[Per-instance keypoint data]
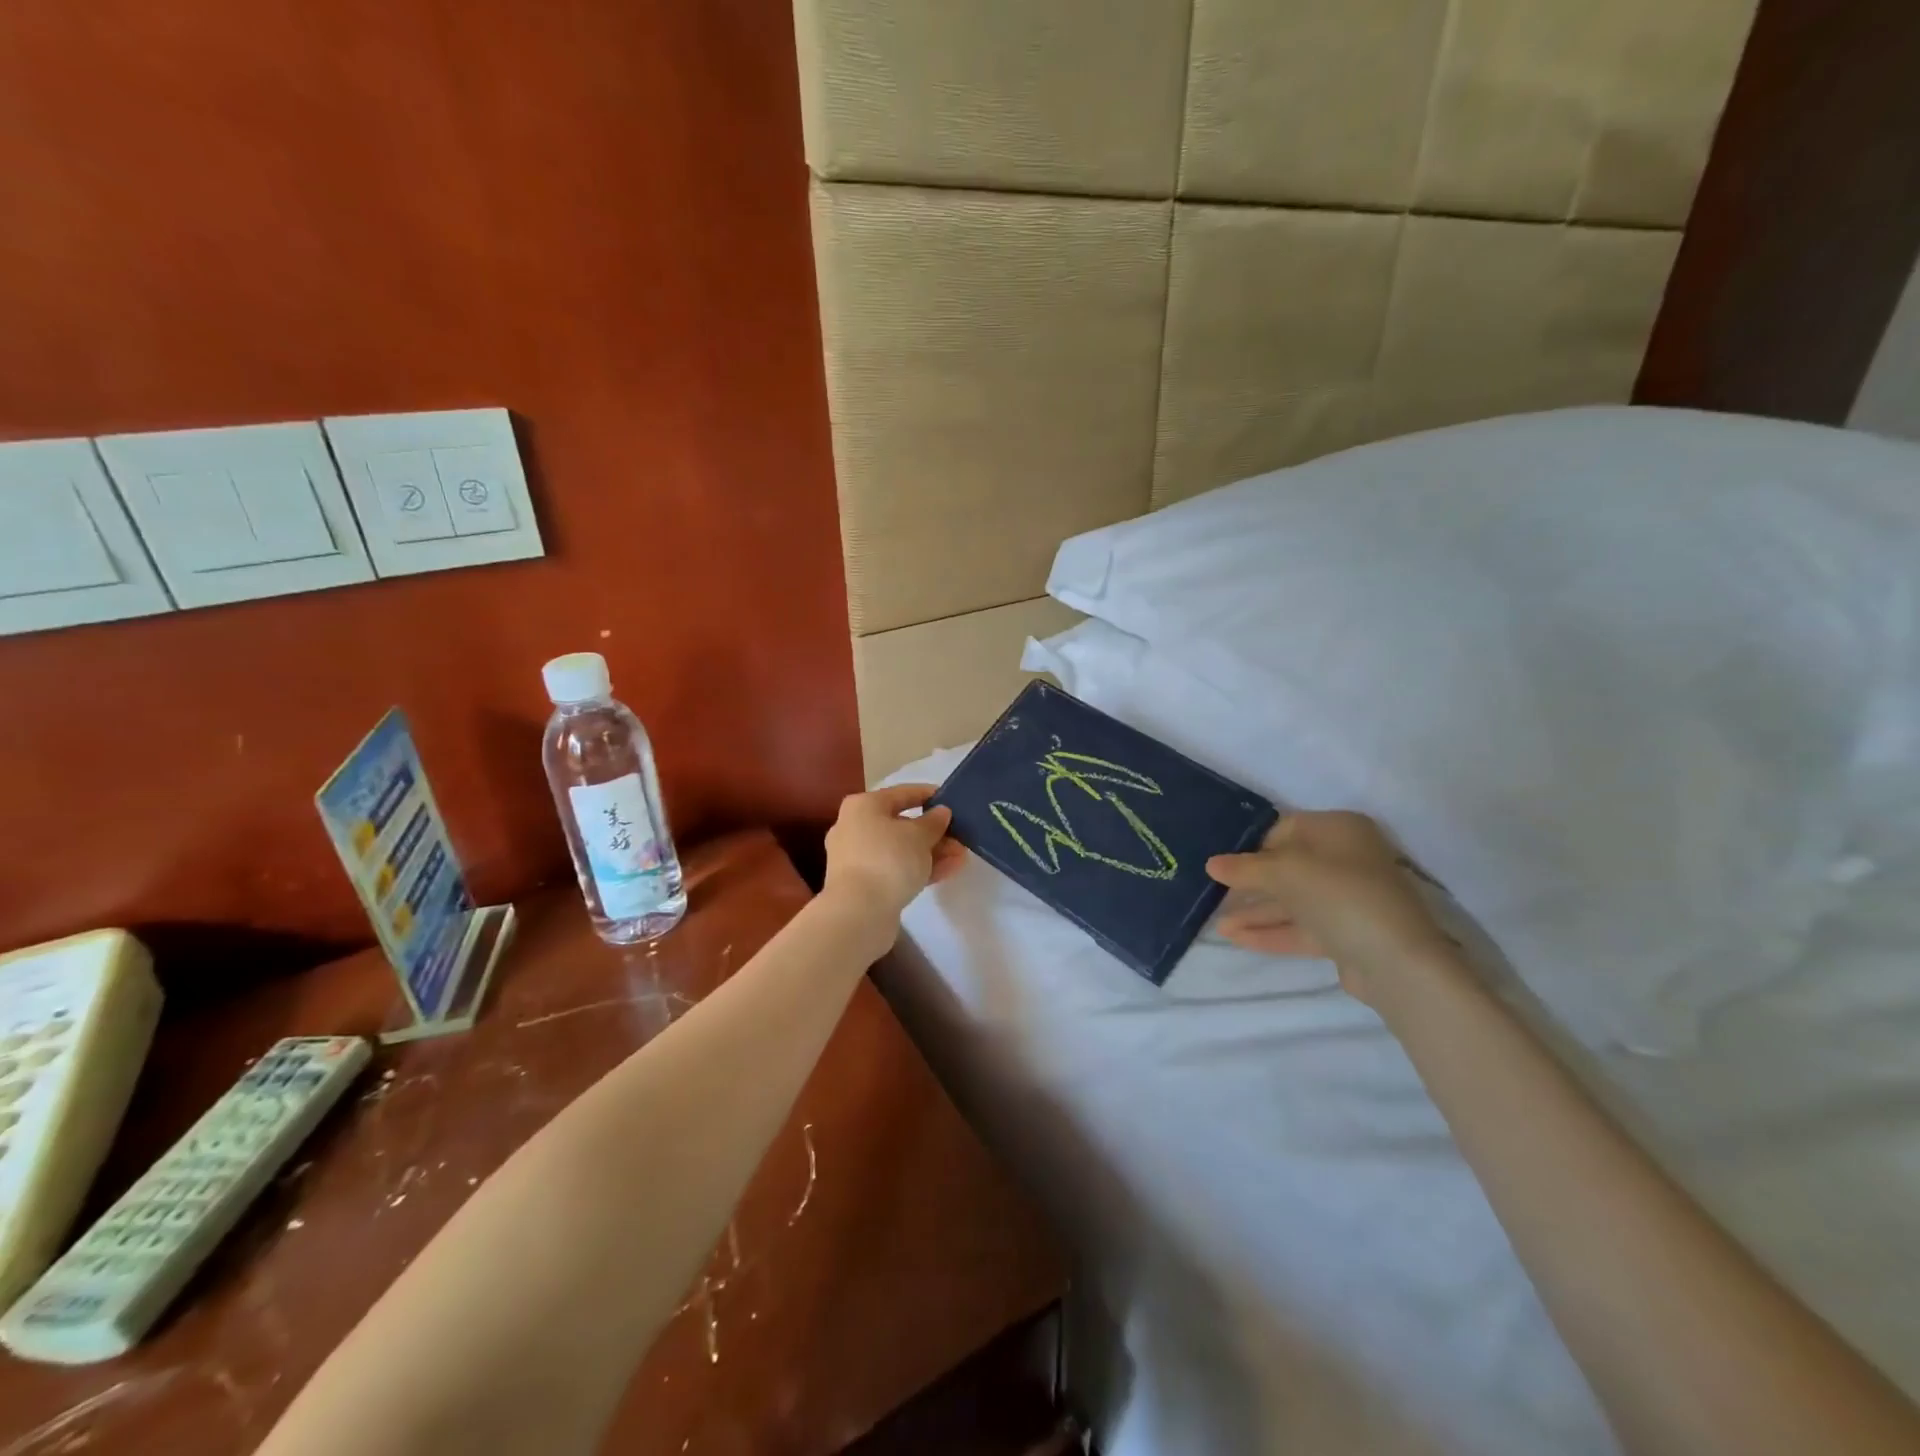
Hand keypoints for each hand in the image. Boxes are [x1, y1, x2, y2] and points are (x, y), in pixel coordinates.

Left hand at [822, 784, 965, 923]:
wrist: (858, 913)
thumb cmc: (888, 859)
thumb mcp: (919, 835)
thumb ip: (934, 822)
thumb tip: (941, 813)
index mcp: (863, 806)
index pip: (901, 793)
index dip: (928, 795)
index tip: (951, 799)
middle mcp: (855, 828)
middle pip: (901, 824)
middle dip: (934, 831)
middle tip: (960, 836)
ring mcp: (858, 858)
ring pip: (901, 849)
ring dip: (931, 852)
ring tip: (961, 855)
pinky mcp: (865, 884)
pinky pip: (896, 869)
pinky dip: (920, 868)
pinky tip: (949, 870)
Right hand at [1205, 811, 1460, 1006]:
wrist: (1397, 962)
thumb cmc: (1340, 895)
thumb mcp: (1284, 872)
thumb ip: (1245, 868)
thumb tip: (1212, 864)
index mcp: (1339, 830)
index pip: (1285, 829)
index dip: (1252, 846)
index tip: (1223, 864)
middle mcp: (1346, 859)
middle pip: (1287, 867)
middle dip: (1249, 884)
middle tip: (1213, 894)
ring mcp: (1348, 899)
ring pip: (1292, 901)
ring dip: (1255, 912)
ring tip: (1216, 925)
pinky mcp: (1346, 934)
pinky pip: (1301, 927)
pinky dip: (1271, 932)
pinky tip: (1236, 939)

==

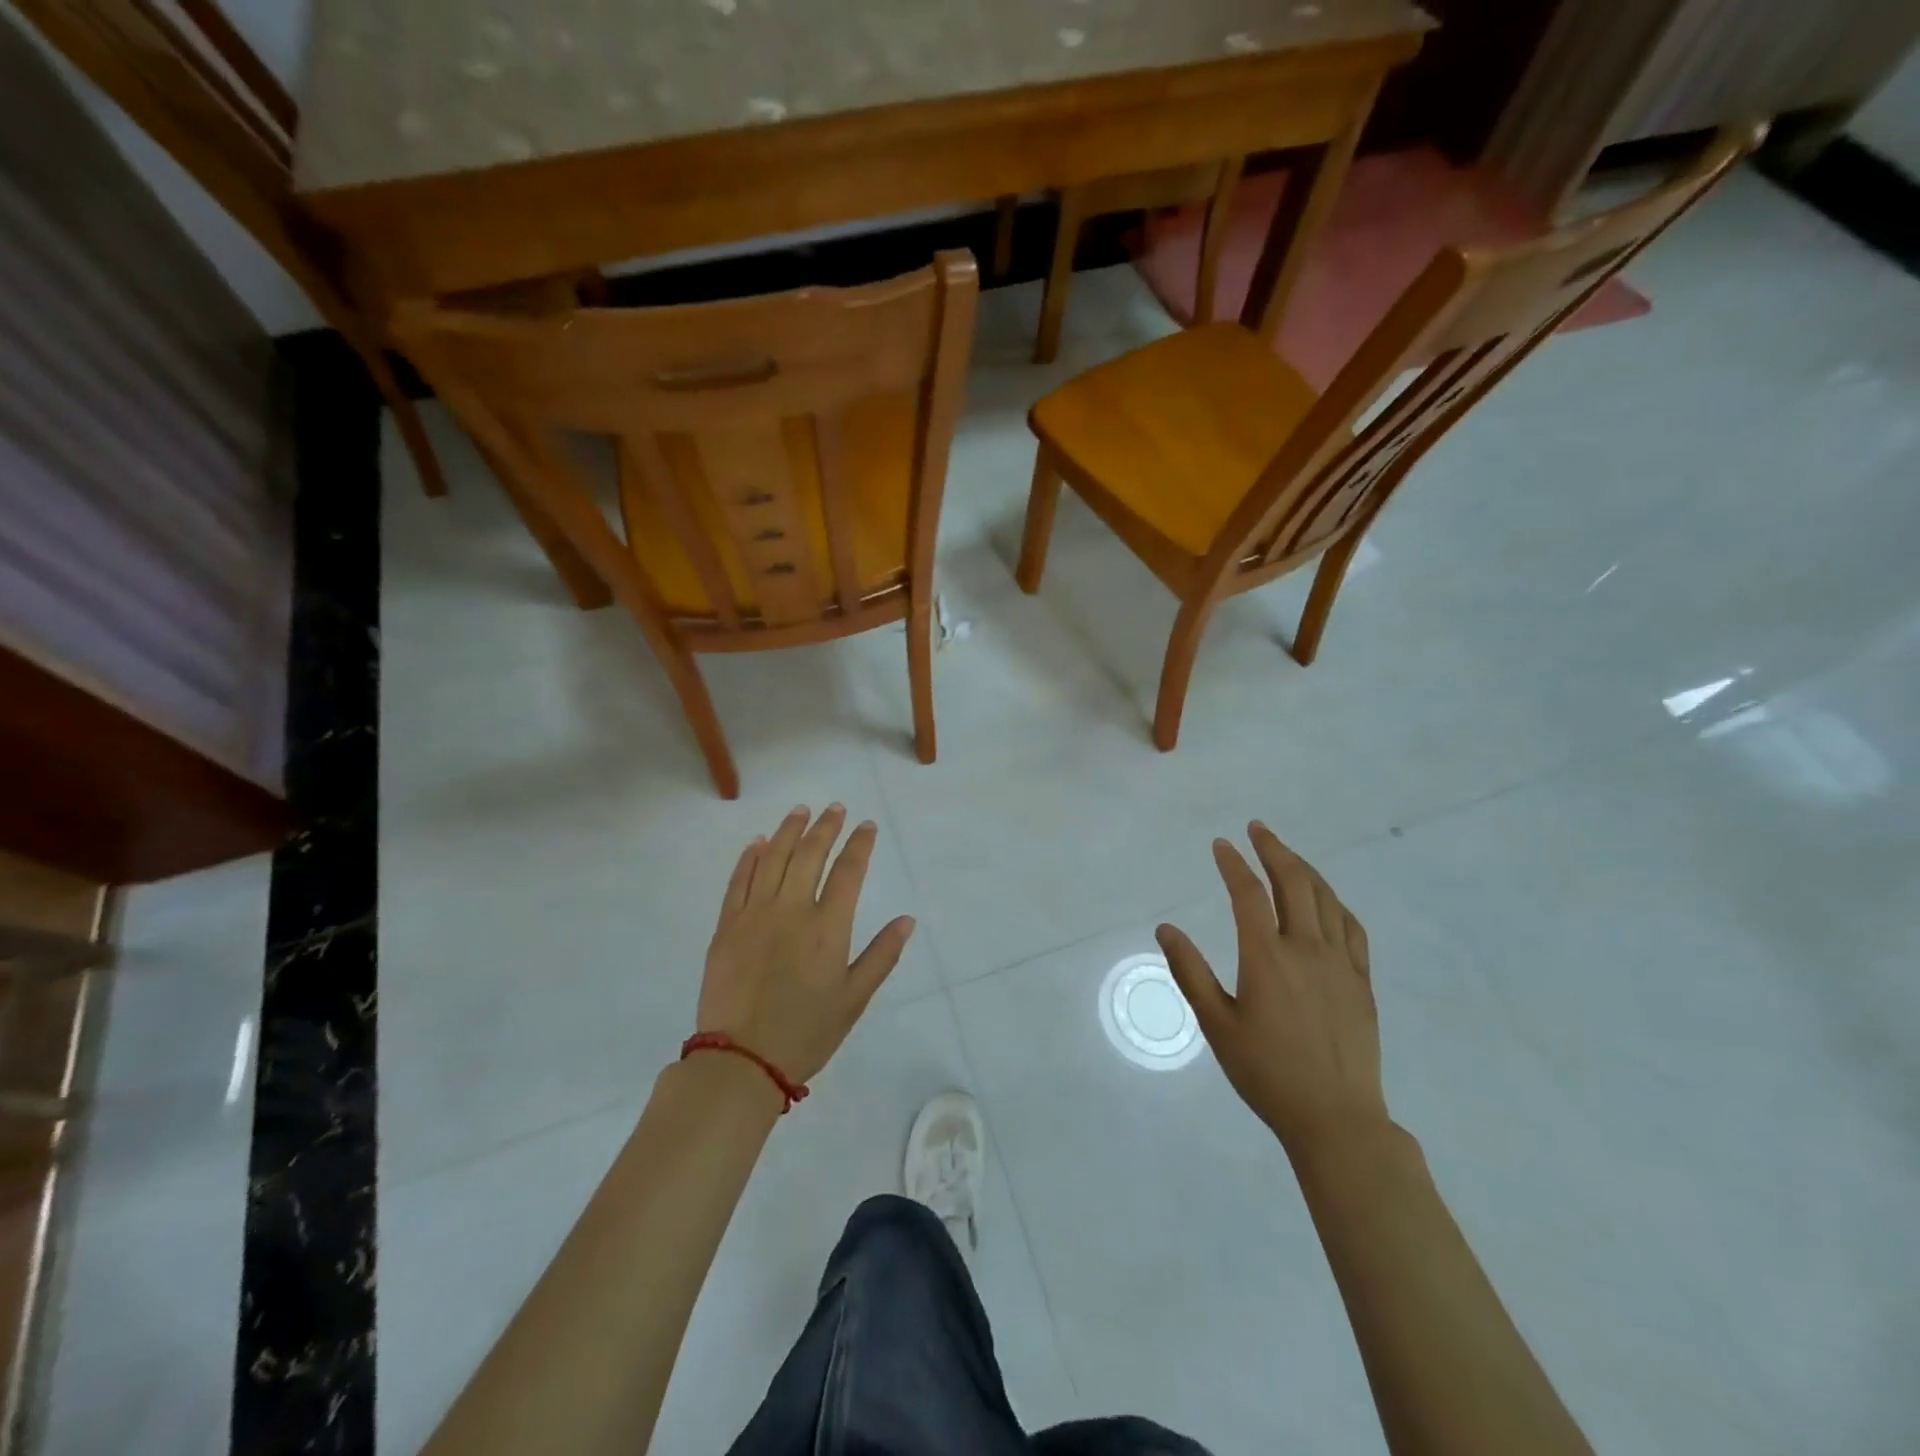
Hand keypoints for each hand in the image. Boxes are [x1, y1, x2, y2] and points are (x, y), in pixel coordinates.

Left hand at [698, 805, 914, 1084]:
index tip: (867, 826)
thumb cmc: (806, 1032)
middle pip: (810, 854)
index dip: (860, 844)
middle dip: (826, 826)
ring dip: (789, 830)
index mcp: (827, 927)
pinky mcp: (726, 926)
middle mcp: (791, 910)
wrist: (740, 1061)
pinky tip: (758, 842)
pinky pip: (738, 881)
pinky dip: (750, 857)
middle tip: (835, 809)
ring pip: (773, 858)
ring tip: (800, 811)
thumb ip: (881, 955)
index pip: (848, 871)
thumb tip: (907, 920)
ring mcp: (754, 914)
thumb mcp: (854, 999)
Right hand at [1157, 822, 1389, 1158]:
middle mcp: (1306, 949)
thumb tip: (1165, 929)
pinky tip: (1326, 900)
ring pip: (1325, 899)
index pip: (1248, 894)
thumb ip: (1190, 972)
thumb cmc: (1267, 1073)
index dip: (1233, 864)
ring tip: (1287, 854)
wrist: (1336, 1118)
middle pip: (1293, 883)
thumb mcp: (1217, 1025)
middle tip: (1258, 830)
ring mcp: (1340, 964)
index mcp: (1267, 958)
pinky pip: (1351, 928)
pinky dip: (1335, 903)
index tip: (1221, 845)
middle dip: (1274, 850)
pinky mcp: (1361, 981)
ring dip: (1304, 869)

...

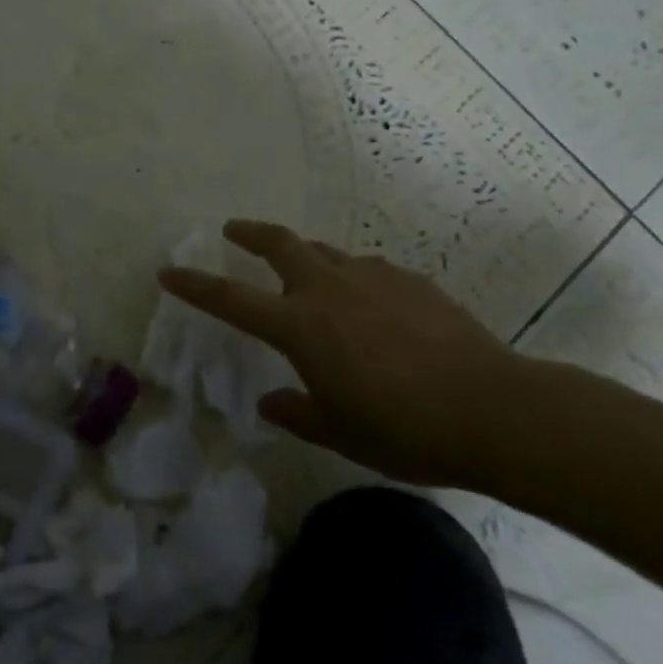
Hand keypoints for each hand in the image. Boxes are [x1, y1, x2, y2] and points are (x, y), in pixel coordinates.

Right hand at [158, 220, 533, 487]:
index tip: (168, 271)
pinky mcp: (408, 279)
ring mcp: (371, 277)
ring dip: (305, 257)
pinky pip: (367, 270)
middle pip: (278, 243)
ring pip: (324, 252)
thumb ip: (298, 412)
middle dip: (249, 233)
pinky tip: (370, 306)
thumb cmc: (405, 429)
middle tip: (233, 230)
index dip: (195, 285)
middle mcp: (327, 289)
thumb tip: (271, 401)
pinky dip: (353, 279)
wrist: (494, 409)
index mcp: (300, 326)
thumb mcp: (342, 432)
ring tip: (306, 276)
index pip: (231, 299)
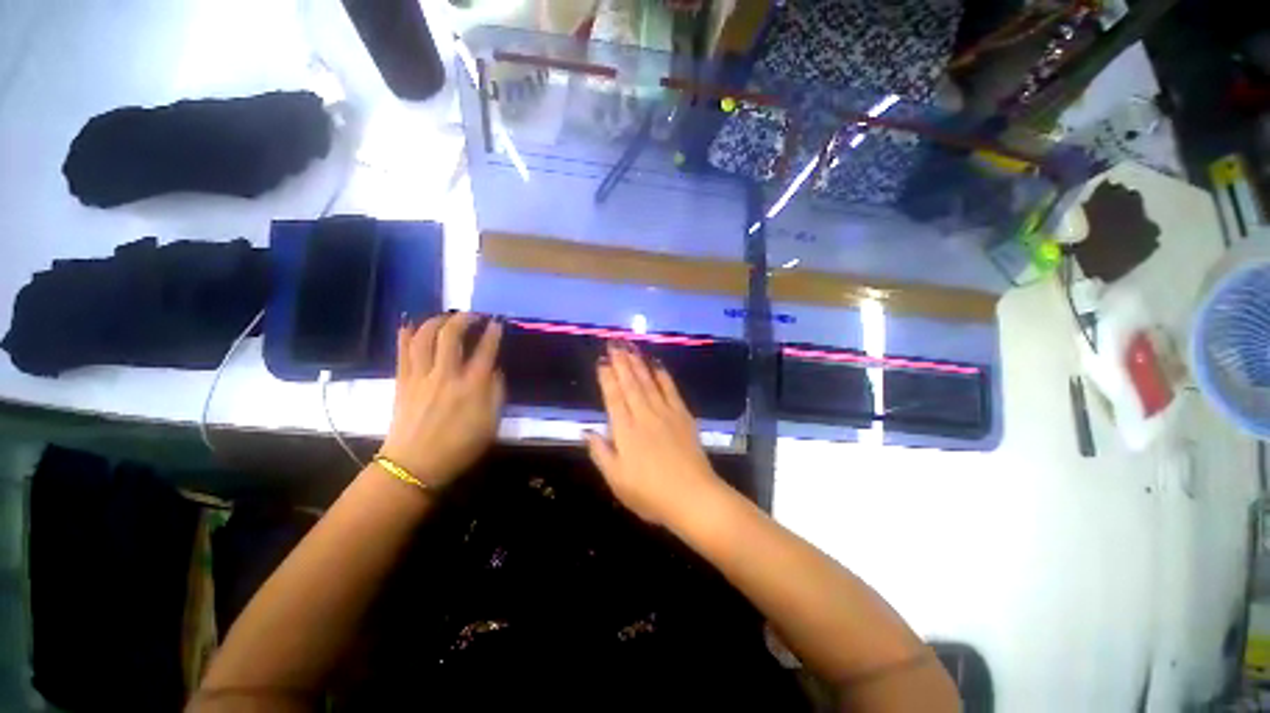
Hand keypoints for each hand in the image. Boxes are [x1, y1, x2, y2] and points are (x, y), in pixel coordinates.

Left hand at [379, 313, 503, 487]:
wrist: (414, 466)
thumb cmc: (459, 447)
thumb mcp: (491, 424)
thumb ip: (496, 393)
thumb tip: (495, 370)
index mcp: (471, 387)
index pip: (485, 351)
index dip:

## Work to be completed
Your reply is to repeat, unchanged, the lines above running from the one with "middle dip: (1249, 884)" up to and including the one with "pinky tip: (1236, 939)".

## The answer
middle dip: (1249, 884)
middle tip: (1213, 894)
ring mcp: (1348, 899)
ring pip: (1292, 901)
ring dip: (1255, 912)
ring tip: (1216, 925)
pinky mcp: (1346, 934)
pinky pip: (1301, 927)
pinky dip: (1271, 932)
pinky tip: (1236, 939)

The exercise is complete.